Local academics say the court ruling has given the public an opportunity to revisit the nation’s political history, analyze the current political climate and better predict what could result from Trump’s conviction. 

Dr. Peter Conolly-Smith, a long-time history professor at Queens College with a PhD in American Studies, helped QNS examine the past to determine whether other national leaders like Trump have been convicted of a felony. 

Conolly-Smith explained that although the founding fathers may not have foreseen the possibility of a felon running for president when they penned the Constitution, a felon has sought the highest office in the land before.

One example he cited was Eugene Debs, a prominent national figure and founding member of the American Socialist Party. Debs ran for president from prison in 1920, after being convicted of sedition for urging people to resist the draft for World War I.

Debs had a national following when he sought office. For instance, he received just shy of 1 million votes in the 1912 election, which Woodrow Wilson, a Democrat, won with 6 million votes–in an election that also included incumbent Republican President William Howard Taft and former President Theodore Roosevelt.

“That is the closest [example] we have, which is not, of course, to suggest that Donald Trump is likely to go to prison, although that is a possibility,” Conolly-Smith said. “But even if he did, in the unlikely event that he was sentenced to prison, he could still run for president.” 

Conolly-Smith, however, said the historic verdict could prompt politicians to rethink and modify the established rules of the U.S. Electoral College system. 

“They may consider rethinking the way the electoral college works, and departing from the winner takes all state by state rule of the electoral college, which has twice in our present century already resulted in people who won less of the popular vote — nevertheless winning the presidency because they won in the electoral college,” he added, referencing Trump’s victory in 2016 and George W. Bush in 2000. 

Brian Browne, an adjunct political science professor at St. John’s University, also examined America’s political history.

Browne made clear that Trump is the only President to be convicted of a crime and noted that Trump could potentially be convicted of another crime between now and election day. However, he added, Trump always manages to survive.

“It is simultaneously historic, embarrassing and sad for our political system,” Browne told QNS. “Yet, despite years of scandal, opponents have been predicting Trump’s impending political collapse, only to be proven wrong,” Browne shared. 
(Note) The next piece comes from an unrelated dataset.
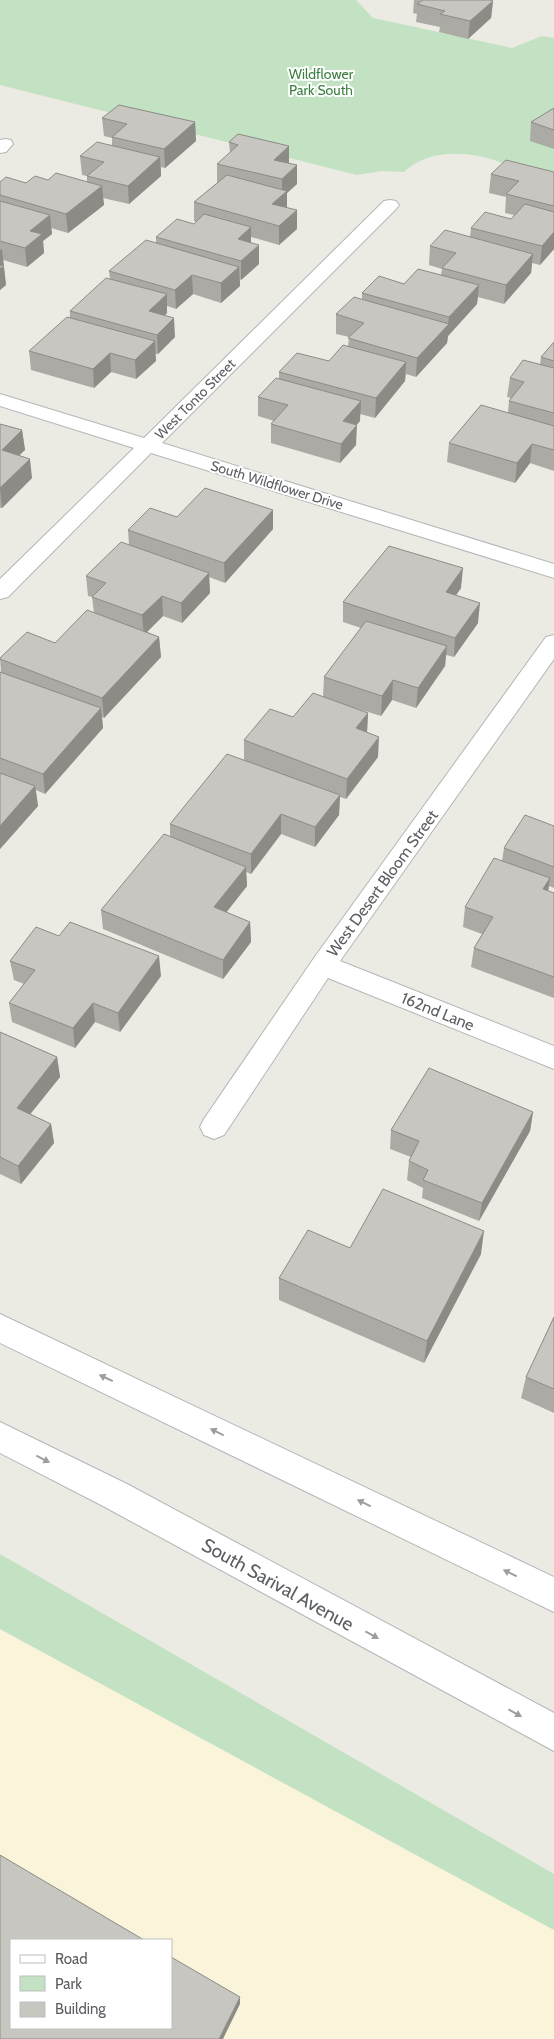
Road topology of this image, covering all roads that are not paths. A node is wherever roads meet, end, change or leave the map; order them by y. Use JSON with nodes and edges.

Browne referenced the political history of James Michael Curley, the 53rd Governor of Massachusetts and a long-serving mayor of Boston until 1950, as an example of a political figure who beat the odds despite his criminal history.  

“Curley was elected to various political offices during a lengthy career and was twice convicted of criminal behavior, and even served time in prison during his last term as mayor of Boston,” Browne added. 

Overall, Browne expects the verdict of the Trump trial will not dramatically shift the presidential race as much as Democrats would hope. However, he added, the guilty verdict does leave a political bruise on the former president, although both parties have used the case as a means to rally their base.

For instance, shortly after the Trump verdict, Paul King, a Republican challenger for Gregory Meeks’ Queens congressional seat, called the outcome of the trial a “sad day in America.” 

“An activist prosecutor, a judge from the New York Democratic machine and the Biden White House successfully conspired to convict the Republican nominee for the President of the United States on absurd felony charges,” King said in a released statement.

King also asserted in his statement that the entire trial was an egregious attempt to knock Trump off the ballot or, at minimum, leave him so damaged that President Biden could win reelection without really earning it.

On the other side of the political spectrum, Trump’s verdict is a saving grace that finally makes the former president accountable for his actions.  

On the same day the conviction was announced, U.S. Representative Grace Meng said on X, “This is a somber day for our nation. But as I’ve said before, no one is above the law.”